By George Khoury, Esq. on January 09, 2018 | Last updated on March 21, 2019

While it is usually no shock when SCOTUS rejects highly controversial cases, that was not the case this week when it rejected the appeals in Barber v. Bryant, and Campaign for Southern Equality v. Bryant.

This pair of cases challenged Mississippi's controversial "religious freedom" law HB 1523, which permits individuals and businesses to deny service to LGBT individuals if the individual or business sincerely holds the beliefs or convictions that marriage should only be between a man and woman, that premarital sex is wrong, and/or that gender can only be determined by anatomy at birth.

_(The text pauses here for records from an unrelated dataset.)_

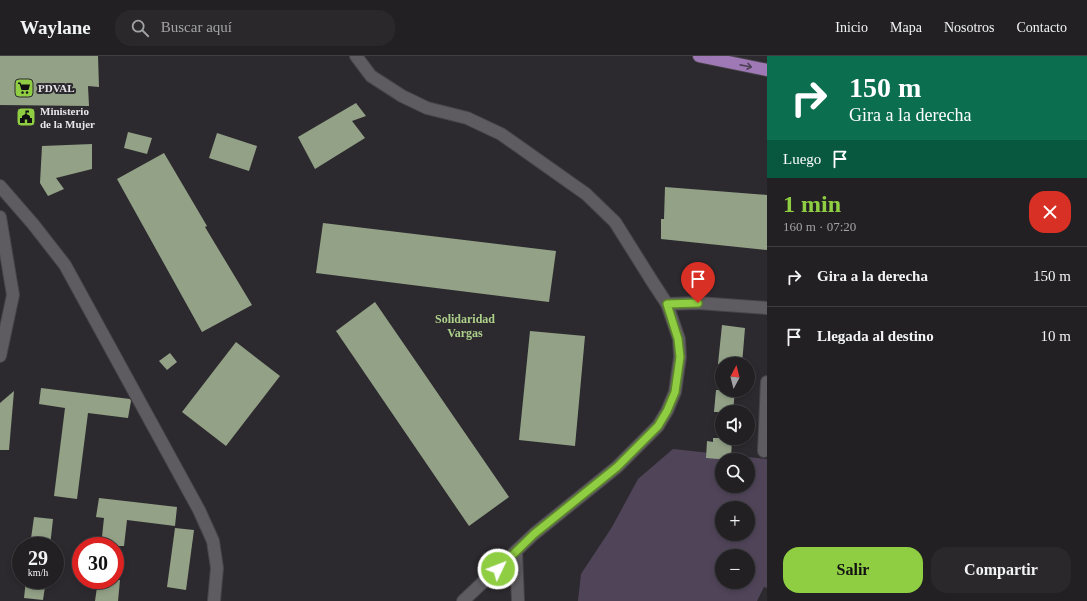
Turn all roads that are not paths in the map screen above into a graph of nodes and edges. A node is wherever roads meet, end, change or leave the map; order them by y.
1 (356, 56) edge
2 (699, 56) edge
3 (767, 70) edge
4 (0, 186) edge
5 (0, 217) edge
6 (667, 304) junction
7 (767, 308) edge
8 (0, 356) edge
9 (767, 382) edge
10 (764, 451) dead end
11 (516, 552) junction
12 (214, 601) edge
13 (463, 601) edge
14 (518, 601) edge

1 - 6 street
2 -> 3 main road
4 - 12 street
5 - 8 street
6 - 7 street
6 - 11 street
9 - 10 street
11 - 13 street
11 - 14 street

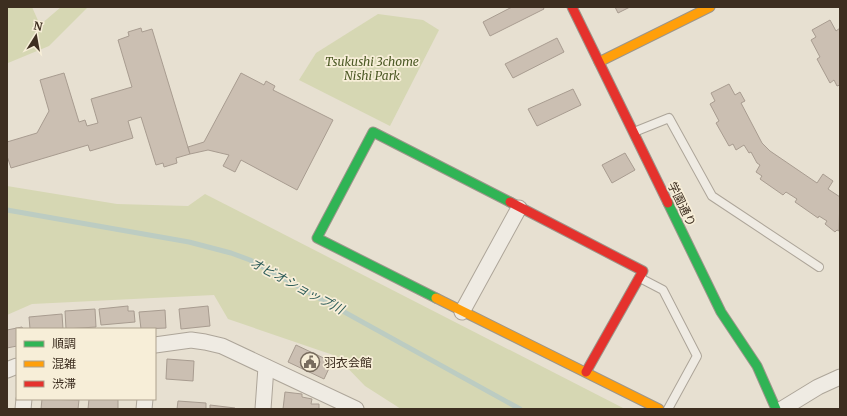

Government Sanctioned Discrimination

As an attorney, it may be difficult to see any of these new-fangled, so-called "religious freedom" laws as anything other than state sanctioned discrimination privileging the religious over the non-religious. The Mississippi law goes a step further than most RFRA laws by allowing state officials to deny services to LGBT individuals as well. For instance, now in Mississippi, a justice of the peace cannot be penalized (legally) for refusing to perform a same-sex marriage.

Curiously, before the passage of HB 1523, there were no documented instances of a religious person being forced to service any LGBT individuals under threat of legal action. Even more curiously, the Fifth Circuit Court of Appeals found that the challengers had not yet been harmed and as such dismissed the case for a lack of standing despite the district court ruling in favor of law's challengers for rather clear reasons. Notably, the state AG did not want to file an appeal, but the state's governor went ahead regardless.

However, the challengers of this questionable statute will doubtlessly be filing a new lawsuit once the law has had enough time to actually cause harm, which it will doubtlessly do. Additionally, SCOTUS already has a similar case on its docket, the Masterpiece Cake Shop case, which is about whether a Colorado baker can be compelled to bake a cake for a same-sex wedding.